(Bounding box coordinate data)
▼

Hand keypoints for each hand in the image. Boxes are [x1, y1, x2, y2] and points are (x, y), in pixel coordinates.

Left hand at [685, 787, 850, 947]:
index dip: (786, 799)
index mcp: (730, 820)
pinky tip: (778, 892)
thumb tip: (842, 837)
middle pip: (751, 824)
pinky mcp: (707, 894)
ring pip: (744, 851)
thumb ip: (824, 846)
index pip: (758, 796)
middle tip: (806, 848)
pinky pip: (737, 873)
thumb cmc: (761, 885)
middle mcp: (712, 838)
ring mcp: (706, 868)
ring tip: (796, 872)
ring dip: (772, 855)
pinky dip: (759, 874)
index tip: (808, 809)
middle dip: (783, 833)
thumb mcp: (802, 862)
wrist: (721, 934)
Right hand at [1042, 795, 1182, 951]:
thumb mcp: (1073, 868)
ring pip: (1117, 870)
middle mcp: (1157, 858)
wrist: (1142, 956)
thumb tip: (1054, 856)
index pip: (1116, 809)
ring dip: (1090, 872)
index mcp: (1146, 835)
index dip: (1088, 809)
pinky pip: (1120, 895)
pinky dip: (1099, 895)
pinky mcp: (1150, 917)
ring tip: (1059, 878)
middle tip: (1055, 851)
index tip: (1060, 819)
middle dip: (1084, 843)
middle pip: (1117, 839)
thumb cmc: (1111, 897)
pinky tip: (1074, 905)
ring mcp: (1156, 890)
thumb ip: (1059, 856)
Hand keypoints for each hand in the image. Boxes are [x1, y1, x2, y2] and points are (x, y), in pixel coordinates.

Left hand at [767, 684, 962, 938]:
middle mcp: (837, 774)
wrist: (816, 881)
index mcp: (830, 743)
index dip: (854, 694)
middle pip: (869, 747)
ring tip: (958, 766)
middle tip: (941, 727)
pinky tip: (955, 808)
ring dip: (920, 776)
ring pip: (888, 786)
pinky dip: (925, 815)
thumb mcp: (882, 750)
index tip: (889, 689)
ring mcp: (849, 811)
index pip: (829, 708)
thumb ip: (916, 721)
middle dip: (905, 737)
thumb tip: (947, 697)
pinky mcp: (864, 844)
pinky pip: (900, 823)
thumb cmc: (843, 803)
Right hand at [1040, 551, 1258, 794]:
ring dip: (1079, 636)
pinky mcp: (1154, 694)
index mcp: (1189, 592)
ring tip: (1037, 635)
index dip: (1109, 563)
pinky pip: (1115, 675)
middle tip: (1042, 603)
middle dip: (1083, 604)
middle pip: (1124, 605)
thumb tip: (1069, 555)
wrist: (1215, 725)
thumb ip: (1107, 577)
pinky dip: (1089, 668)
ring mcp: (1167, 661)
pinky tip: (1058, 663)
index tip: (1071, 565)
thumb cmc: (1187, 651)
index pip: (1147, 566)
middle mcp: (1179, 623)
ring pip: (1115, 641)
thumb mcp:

▲

Activity
Your answer should be the lines above from the one containing "index pip: (829, 708)" through the one containing "thumb ip: (1107, 577)", copied exactly and with both ends kept.

Answer space
index pip: (829, 708)
thumb ip: (916, 721)
middle dip: (905, 737)
thumb tip: (947, 697)
pinky mcp: (864, 844)
pinky pip: (900, 823)
thumb cmc: (843, 803)
Right hand at [1040, 551, 1258, 794]:
ring dip: (1079, 636)
pinky mcp: (1154, 694)
index mcp: (1189, 592)
ring tip: (1037, 635)
index dip: (1109, 563)
pinky pip: (1115, 675)
middle tip: (1042, 603)
middle dip: (1083, 604)
middle pip: (1124, 605)
thumb tip: (1069, 555)
wrist: (1215, 725)
thumb ip: (1107, 577)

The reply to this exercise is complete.